→ **Required work**
From the material below, copy out each line with the word "roads" in it.

→ **Supplied information**

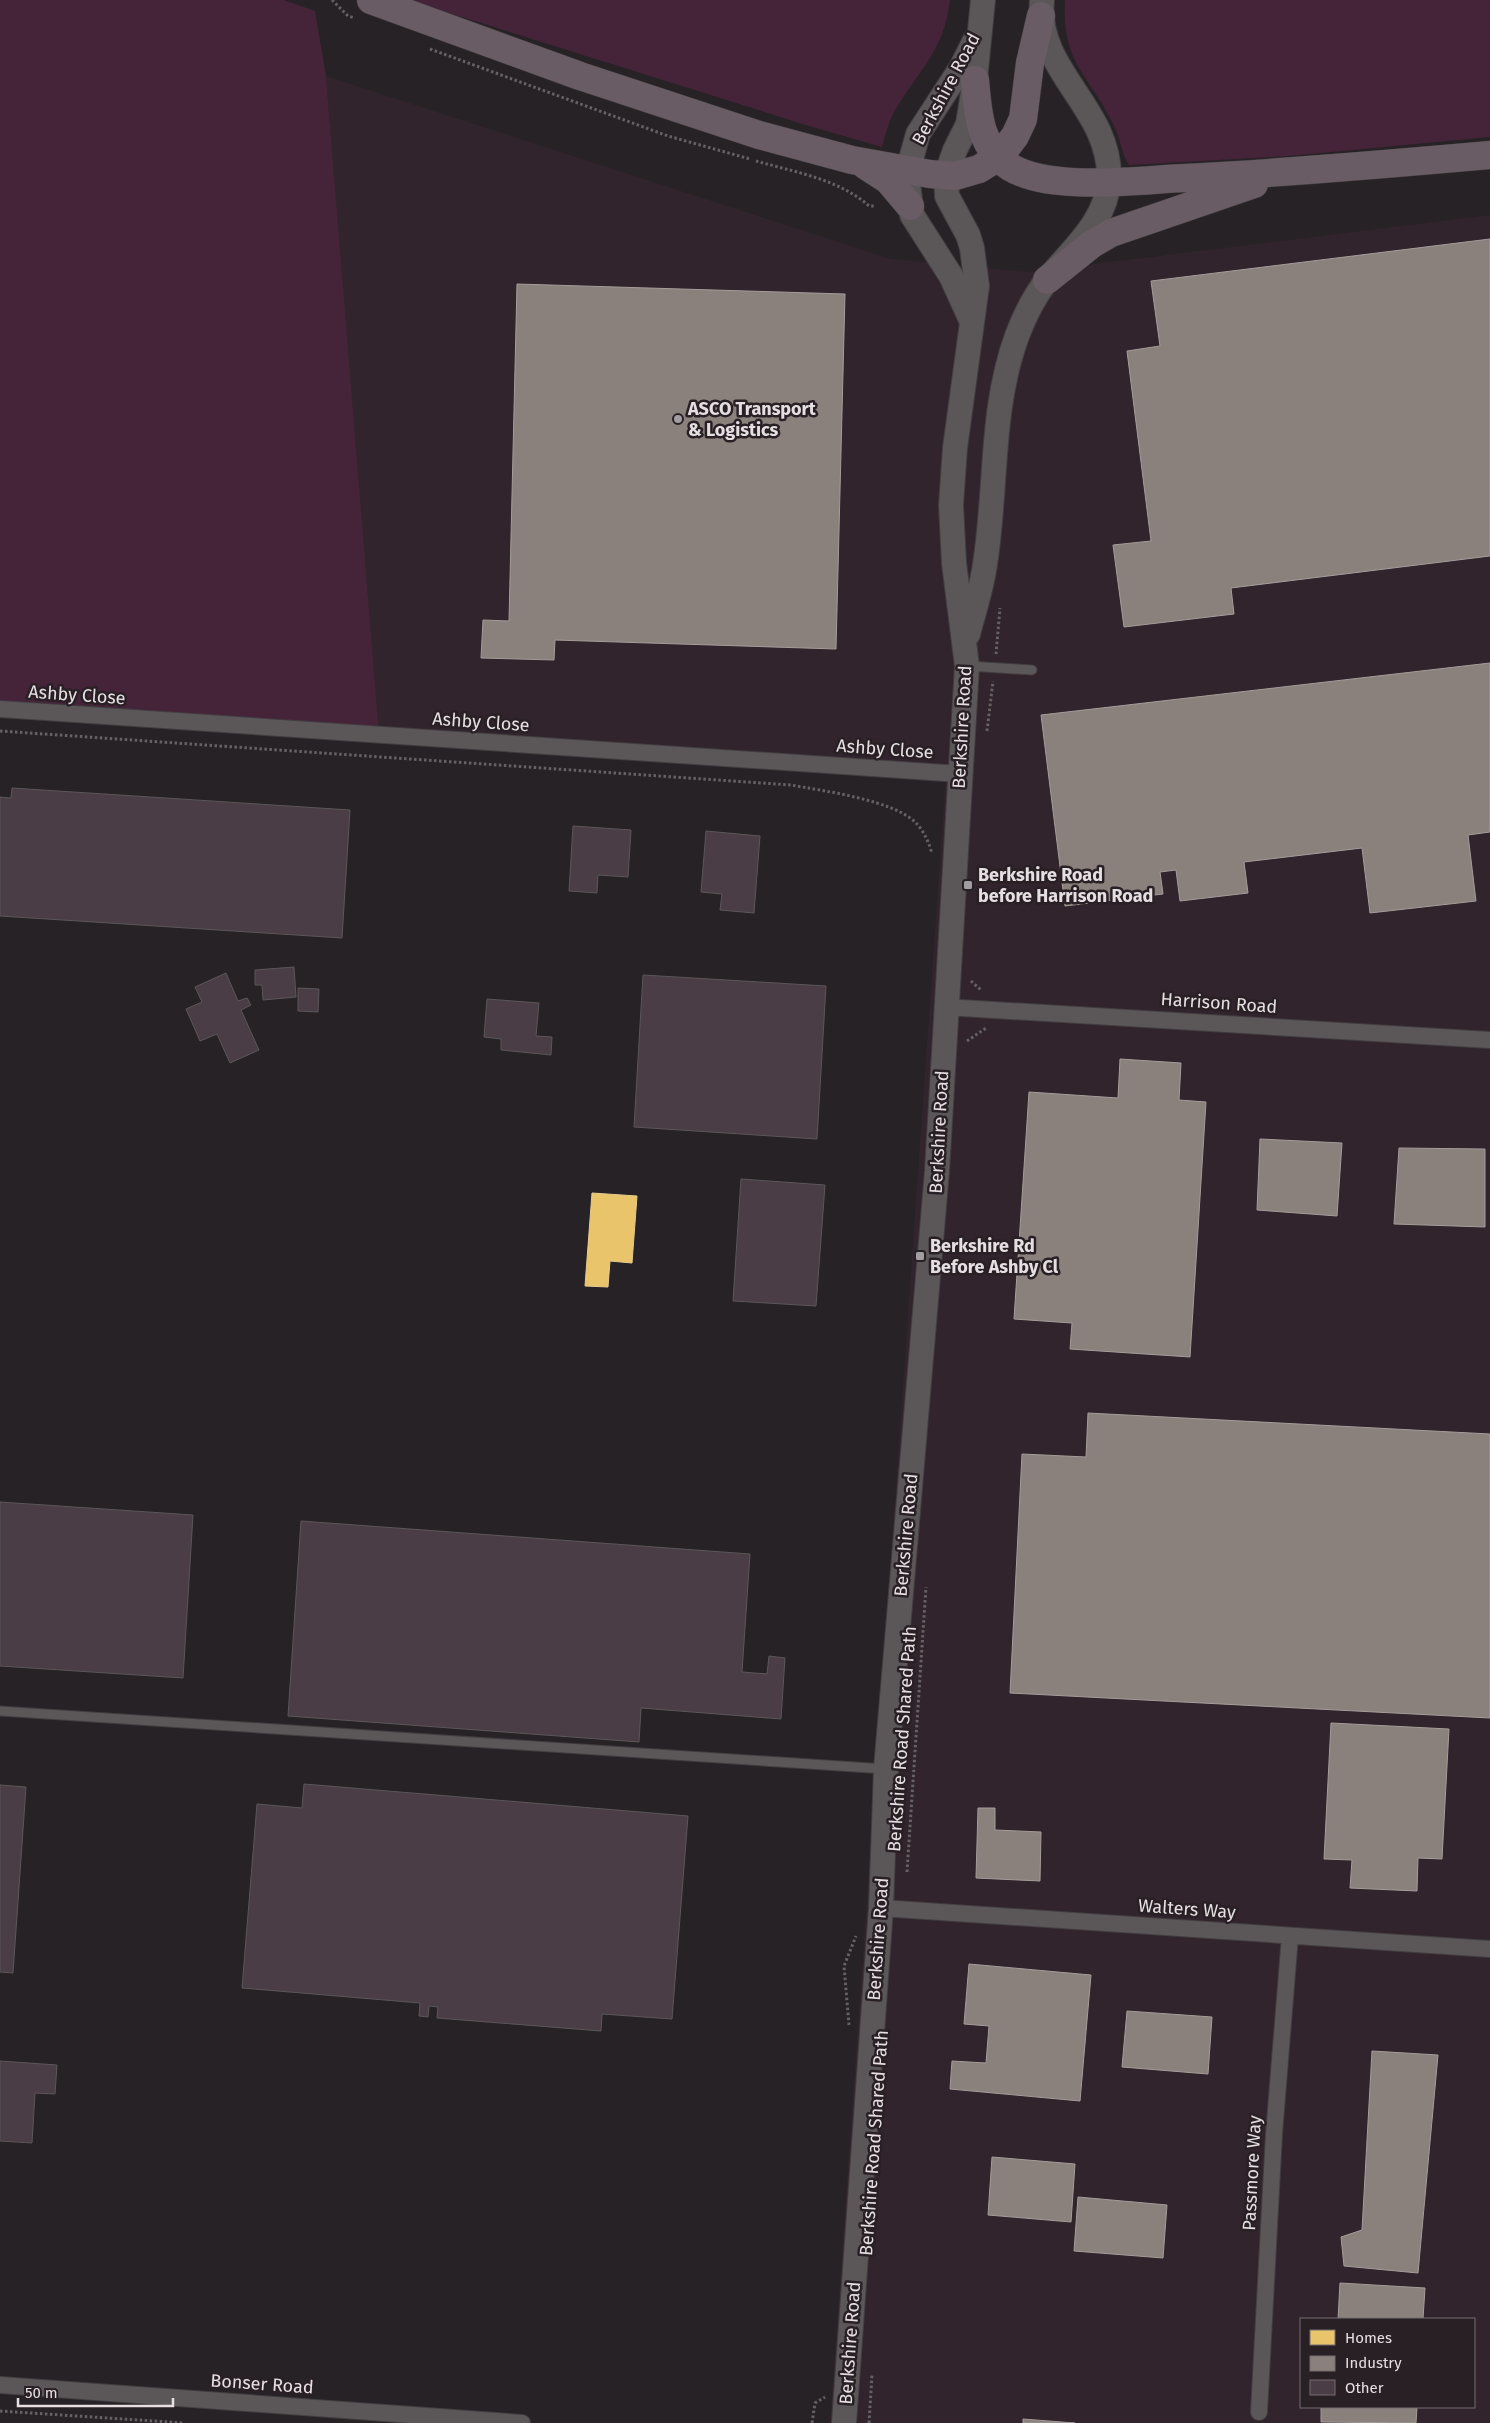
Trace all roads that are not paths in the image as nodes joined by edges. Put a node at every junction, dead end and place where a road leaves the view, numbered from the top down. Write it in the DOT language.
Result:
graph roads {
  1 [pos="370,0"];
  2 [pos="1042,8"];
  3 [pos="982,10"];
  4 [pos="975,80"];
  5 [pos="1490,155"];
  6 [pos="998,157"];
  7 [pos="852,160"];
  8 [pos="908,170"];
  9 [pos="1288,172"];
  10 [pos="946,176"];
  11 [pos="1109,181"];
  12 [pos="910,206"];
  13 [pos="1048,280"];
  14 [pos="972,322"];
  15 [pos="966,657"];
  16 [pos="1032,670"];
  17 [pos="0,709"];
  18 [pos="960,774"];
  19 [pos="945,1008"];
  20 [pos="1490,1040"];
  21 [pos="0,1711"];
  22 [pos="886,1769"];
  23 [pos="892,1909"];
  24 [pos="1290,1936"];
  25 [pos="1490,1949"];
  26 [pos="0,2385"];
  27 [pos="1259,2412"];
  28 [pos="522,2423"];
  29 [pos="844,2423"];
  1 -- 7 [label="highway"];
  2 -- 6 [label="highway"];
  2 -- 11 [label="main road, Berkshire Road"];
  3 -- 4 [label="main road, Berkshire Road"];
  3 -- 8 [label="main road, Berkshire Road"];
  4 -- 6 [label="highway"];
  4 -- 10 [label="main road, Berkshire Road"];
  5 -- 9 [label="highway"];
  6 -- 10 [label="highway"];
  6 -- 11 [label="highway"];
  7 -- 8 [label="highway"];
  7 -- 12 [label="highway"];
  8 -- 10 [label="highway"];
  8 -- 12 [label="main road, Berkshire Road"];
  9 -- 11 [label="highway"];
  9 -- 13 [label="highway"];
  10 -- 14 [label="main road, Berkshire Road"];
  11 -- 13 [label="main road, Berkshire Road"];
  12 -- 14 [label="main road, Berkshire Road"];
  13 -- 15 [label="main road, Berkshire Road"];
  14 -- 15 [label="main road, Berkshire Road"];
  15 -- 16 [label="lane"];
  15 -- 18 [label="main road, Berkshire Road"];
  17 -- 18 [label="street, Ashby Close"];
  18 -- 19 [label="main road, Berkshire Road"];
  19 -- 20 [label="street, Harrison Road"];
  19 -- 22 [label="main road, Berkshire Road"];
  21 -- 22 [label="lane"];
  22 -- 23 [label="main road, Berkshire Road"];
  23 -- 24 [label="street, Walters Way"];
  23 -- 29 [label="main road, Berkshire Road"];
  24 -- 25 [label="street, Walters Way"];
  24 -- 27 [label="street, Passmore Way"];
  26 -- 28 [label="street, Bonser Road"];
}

→ **Response to the exercise**
Trace all roads that are not paths in the image as nodes joined by edges. Put a node at every junction, dead end and place where a road leaves the view, numbered from the top down. Write it in the DOT language.
graph roads {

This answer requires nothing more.